Autonomy has today published findings that show that three quarters of the people working in jobs most at risk of contracting Covid-19 are women. That might seem obvious to many people given that women make up 77% of the NHS workforce and the vast majority of social care workers, as well as other high risk jobs such as childcare. This crisis has certainly laid bare the lack of progress in dismantling occupational segregation in the UK.
These findings are a wakeup call for the government to finally prioritise social care
But the issue is not only that women and girls are funnelled into caring roles (whether paid or unpaid), it is that we don’t value those jobs when they get there. A third of so-called high risk jobs identified in this report are paid poverty wages - below the national living wage - and women occupy a staggering 98% of them. That puts women at even greater risk during this crisis because they have fewer resources with which to navigate it (they simply cannot afford to stop working and could quickly face rent arrears and potential eviction), and it puts the rest of us at risk too.
Decades of underinvestment and the willful ignorance with which mainstream political parties evade the social care crisis in order to circumvent any liability at the ballot box, have made these sectors fragile. Put simply: they don’t care enough about care. That was one of the main drivers for creating a party with a laser-like focus on women - to help tip the balance of priorities in ways that benefit all of us. The average pay of social care workers is just £8.10 per hour and a quarter of staff are now on zero-hours contracts, so vital parts of their job - such as travelling to clients’ homes or writing up notes - are not paid at all. The result is that there are 122,000 vacancies in social care and more to come (the turnover rate was 40% before Coronavirus).

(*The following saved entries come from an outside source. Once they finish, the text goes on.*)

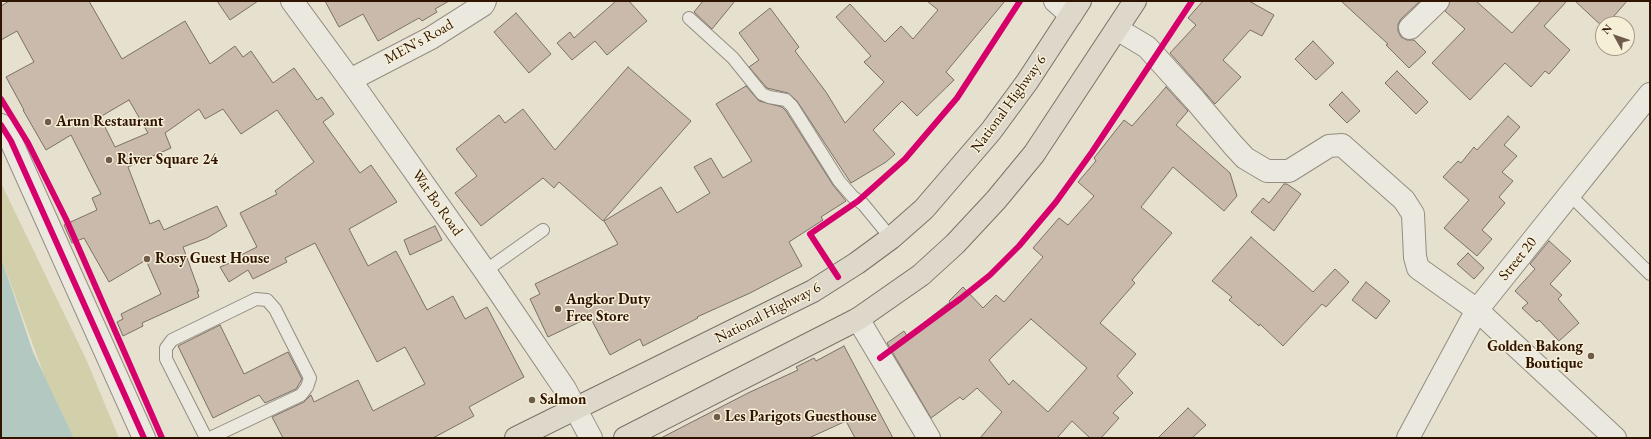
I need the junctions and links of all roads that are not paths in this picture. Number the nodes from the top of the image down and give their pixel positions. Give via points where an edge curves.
1 (292, 1) edge
2 (486, 1) edge
3 (1135, 1) edge
4 (1438, 1) edge
5 (1069, 6) edge
6 (689, 18) dead end
7 (1410, 28) dead end
8 (1117, 29) junction
9 (350, 80) junction
10 (1650, 94) edge
11 (1, 125) edge
12 (1570, 196) junction
13 (543, 230) dead end
14 (891, 238) junction
15 (485, 270) junction
16 (1650, 274) edge
17 (1476, 310) junction
18 (858, 320) junction
19 (576, 408) junction
20 (144, 438) edge
21 (206, 438) edge
22 (210, 438) edge
23 (516, 438) edge
24 (591, 438) edge
25 (625, 438) edge
26 (929, 438) edge
27 (1408, 438) edge
28 (1615, 438) edge

1 - 9 street, Wat Bo Road
2 - 9 street, MEN's Road via 432,38
3 - 8 main road
4 - 7 street
5 - 14 main road, National Highway 6 via 1027,82 991,131 924,209
6 - 14 lane via 730,55 762,94 769,98 786,100 792,106 839,181 852,197 863,204
8 - 17 street via 1147,47 1245,158 1267,171 1290,171 1329,146 1342,145 1404,200 1413,214 1418,268
8 - 18 main road via 1038,148 996,200 955,244 921,275
9 - 15 street, Wat Bo Road
10 - 12 street, Street 20
11 - 20 street via 14,148
12 - 16 lane
12 - 17 street, Street 20
13 - 15 lane
14 - 19 main road, National Highway 6 via 857,264 813,292
15 - 19 street, Wat Bo Road
17 - 27 street, Street 20
17 - 28 street
18 - 25 main road
18 - 26 street
19 - 23 main road, National Highway 6
19 - 24 street, Wat Bo Road
21 - 22 lane via 166,359 166,348 172,340 256,299 267,300 275,309 310,378 307,388 301,394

Layering a crisis on the scale of the COVID-19 pandemic onto the existing caring crisis is a recipe for disaster. We have stripped away the resilience of the very people that we now rely on. As we clapped for our carers this week, I couldn’t help but remember that the government recently dismissed many of them as ‘unskilled’ in its new immigration plan.
Things are changing though, and not least in the hearts and minds of people who are having to rely on these services to new and greater extents. Nurseries and schools are closed except to key workers, social care workers are now the only people that some of our loved ones can interact with, and we are relying on the NHS to save lives. In that context, everyone is discovering just how skilled and valuable this work is. Conversations that once felt intractable - about the need to invest public money in social infrastructure if we want to build a just and humane society - seem even more urgent and possible.
The Women’s Equality Party is calling for urgent cash for social care, not just to fill the immediate funding gap of £1.5 billion in 2020/21, but to fund whatever is needed for councils and independent services to increase carers pay to at least the national living wage, protect staff, improve working conditions, and help fill the 120,000 social care vacancies that would relieve pressure on current staff and prevent further care homes from closing when we most need them.
This crisis has laid bare the gaps in our overstretched services. But it has also shown overwhelming public support and gratitude for our carers - and people’s willingness to help their communities.
Healing from COVID-19 as a nation must mean learning from it and designing a better future. This government must publish and put to parliament a plan for long-term social care funding and reform - this must happen as a matter of urgency. No more reviews, committees or cross-party commissions. It’s time for them to say exactly how they will fix the social care crisis and get it done.